Exercise prompt: In the records below, tally the lines that contain the word "edges" and give only that number.

===== Data section =====

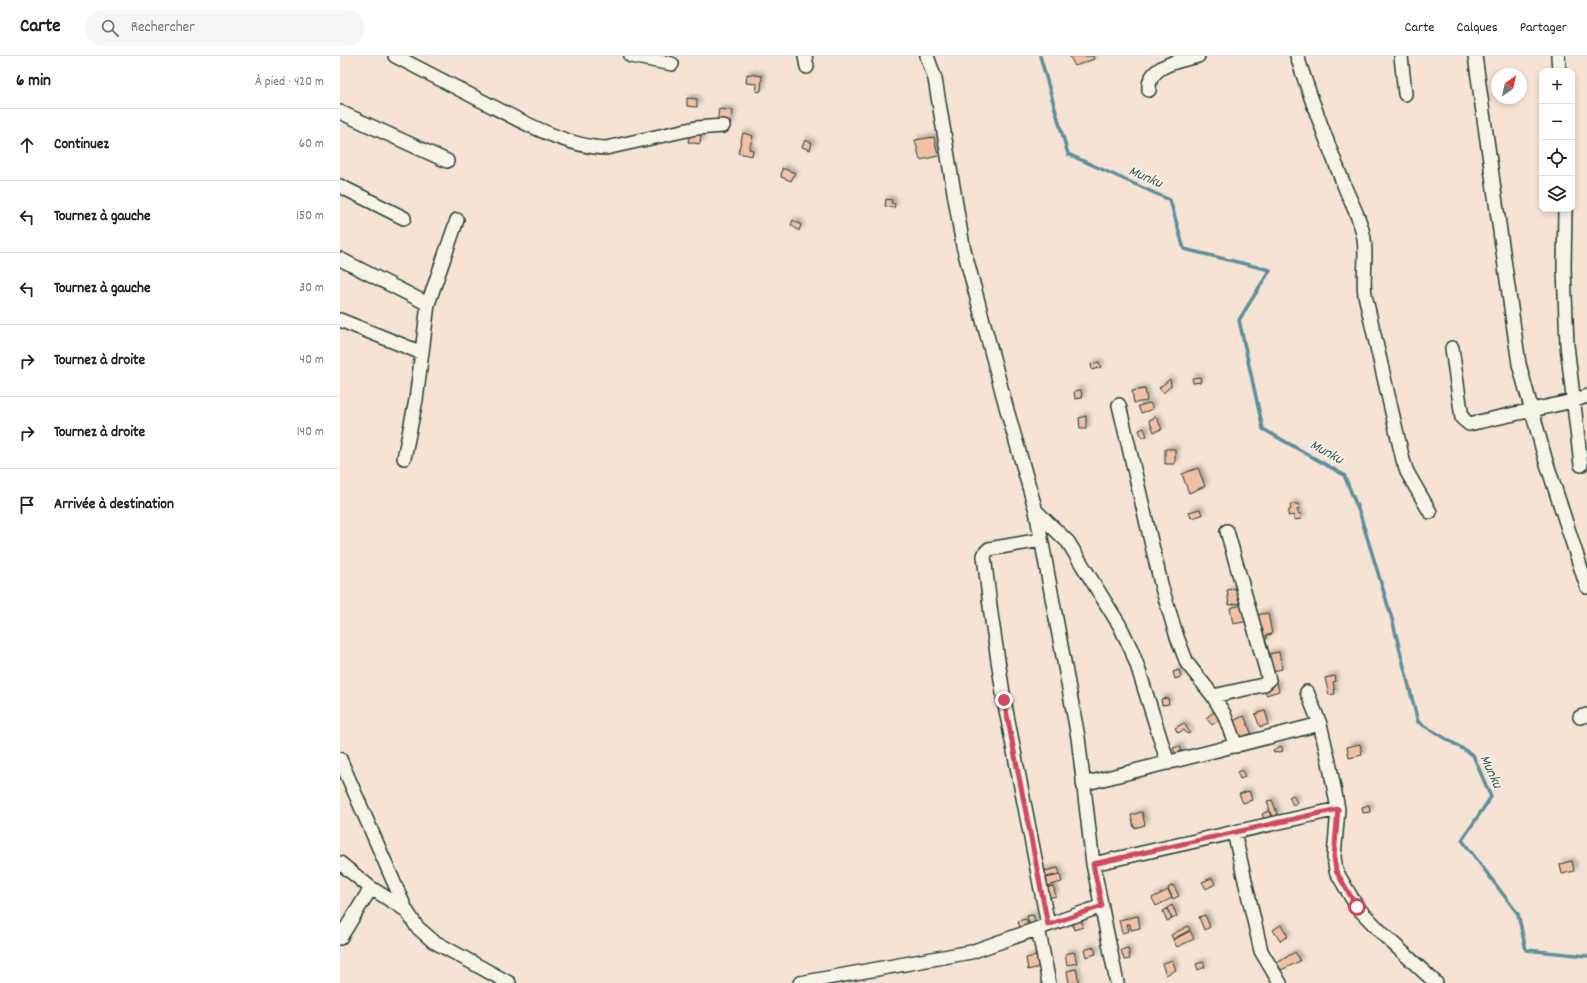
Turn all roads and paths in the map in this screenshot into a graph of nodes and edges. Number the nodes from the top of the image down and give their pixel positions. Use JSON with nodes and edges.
{"nodes":[{"id":1,"x":395,"y":56,"type":"edge"},
{"id":2,"x":631,"y":56,"type":"edge"},
{"id":3,"x":927,"y":56,"type":"edge"},
{"id":4,"x":1198,"y":56,"type":"edge"},
{"id":5,"x":1297,"y":56,"type":"edge"},
{"id":6,"x":1401,"y":56,"type":"edge"},
{"id":7,"x":1475,"y":56,"type":"edge"},
{"id":8,"x":1558,"y":56,"type":"edge"},
{"id":9,"x":1169,"y":60,"type":"edge"},
{"id":10,"x":672,"y":64,"type":"dead end"},
{"id":11,"x":1559,"y":68,"type":"edge"},
{"id":12,"x":1150,"y":90,"type":"dead end"},
{"id":13,"x":1405,"y":94,"type":"dead end"},
{"id":14,"x":340,"y":112,"type":"edge"},
{"id":15,"x":723,"y":126,"type":"dead end"},
{"id":16,"x":447,"y":161,"type":"dead end"},
{"id":17,"x":340,"y":186,"type":"edge"},
{"id":18,"x":1565,"y":212,"type":"edge"},
{"id":19,"x":404,"y":218,"type":"dead end"},
{"id":20,"x":457,"y":220,"type":"dead end"},
{"id":21,"x":340,"y":259,"type":"edge"},
{"id":22,"x":428,"y":304,"type":"junction"},
{"id":23,"x":340,"y":320,"type":"edge"},
{"id":24,"x":1452,"y":348,"type":"dead end"},
{"id":25,"x":422,"y":353,"type":"junction"},
{"id":26,"x":1587,"y":396,"type":"edge"},
{"id":27,"x":1573,"y":401,"type":"junction"},
{"id":28,"x":1119,"y":405,"type":"dead end"},
{"id":29,"x":1531,"y":410,"type":"junction"},
{"id":30,"x":404,"y":458,"type":"dead end"},
{"id":31,"x":1581,"y":465,"type":"dead end"},
{"id":32,"x":1036,"y":511,"type":"junction"},
{"id":33,"x":1430,"y":512,"type":"dead end"},
{"id":34,"x":1227,"y":531,"type":"dead end"},
{"id":35,"x":1041,"y":540,"type":"junction"},
{"id":36,"x":1587,"y":587,"type":"edge"},
{"id":37,"x":1307,"y":692,"type":"dead end"},
{"id":38,"x":1213,"y":696,"type":"junction"},
{"id":39,"x":1320,"y":724,"type":"junction"},
{"id":40,"x":1236,"y":746,"type":"junction"},
{"id":41,"x":340,"y":759,"type":"edge"},
{"id":42,"x":1168,"y":763,"type":"junction"},
{"id":43,"x":1083,"y":784,"type":"junction"},
{"id":44,"x":1338,"y":809,"type":"junction"},
{"id":45,"x":1234,"y":832,"type":"junction"},
{"id":46,"x":340,"y":863,"type":"edge"},
{"id":47,"x":1093,"y":864,"type":"junction"},
{"id":48,"x":371,"y":888,"type":"junction"},
{"id":49,"x":1102,"y":906,"type":"junction"},
{"id":50,"x":406,"y":910,"type":"junction"},
{"id":51,"x":1043,"y":927,"type":"junction"},
{"id":52,"x":340,"y":938,"type":"edge"},
{"id":53,"x":509,"y":983,"type":"edge"},
{"id":54,"x":800,"y":983,"type":"edge"},
{"id":55,"x":1049,"y":983,"type":"edge"},
{"id":56,"x":1117,"y":983,"type":"edge"},
{"id":57,"x":1280,"y":983,"type":"edge"},
{"id":58,"x":1436,"y":983,"type":"edge"}],
"edges":[{"from":1,"to":15,"type":"street"},
{"from":2,"to":10,"type":"street"},
{"from":3,"to":32,"type":"street"},
{"from":4,"to":9,"type":"street"},
{"from":5,"to":33,"type":"street"},
{"from":6,"to":13,"type":"street"},
{"from":7,"to":29,"type":"street"},
{"from":8,"to":11,"type":"street"},
{"from":9,"to":12,"type":"street"},
{"from":14,"to":16,"type":"street"},
{"from":17,"to":19,"type":"street"},
{"from":18,"to":27,"type":"street"},
{"from":20,"to":22,"type":"street"},
{"from":21,"to":22,"type":"street"},
{"from":22,"to":25,"type":"street"},
{"from":23,"to":25,"type":"street"},
{"from":24,"to":29,"type":"street"},
{"from":25,"to":30,"type":"street"},
{"from":26,"to":27,"type":"street"},
{"from":27,"to":29,"type":"street"},
{"from":27,"to":31,"type":"street"},
{"from":28,"to":38,"type":"street"},
{"from":29,"to":36,"type":"street"},
{"from":32,"to":35,"type":"street"},
{"from":32,"to":42,"type":"street"},
{"from":34,"to":38,"type":"street"},
{"from":35,"to":43,"type":"street"},
{"from":35,"to":51,"type":"street"},
{"from":37,"to":39,"type":"street"},
{"from":38,"to":40,"type":"street"},
{"from":39,"to":40,"type":"street"},
{"from":39,"to":44,"type":"street"},
{"from":40,"to":42,"type":"street"},
{"from":41,"to":50,"type":"street"},
{"from":42,"to":43,"type":"street"},
{"from":43,"to":47,"type":"street"},
{"from":44,"to":45,"type":"street"},
{"from":44,"to":58,"type":"street"},
{"from":45,"to":47,"type":"street"},
{"from":45,"to":57,"type":"street"},
{"from":46,"to":48,"type":"street"},
{"from":47,"to":49,"type":"street"},
{"from":48,"to":50,"type":"street"},
{"from":48,"to":52,"type":"street"},
{"from":49,"to":51,"type":"street"},
{"from":49,"to":56,"type":"street"},
{"from":50,"to":53,"type":"street"},
{"from":51,"to":54,"type":"street"},
{"from":51,"to":55,"type":"street"}]}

=====

Expected answer: 2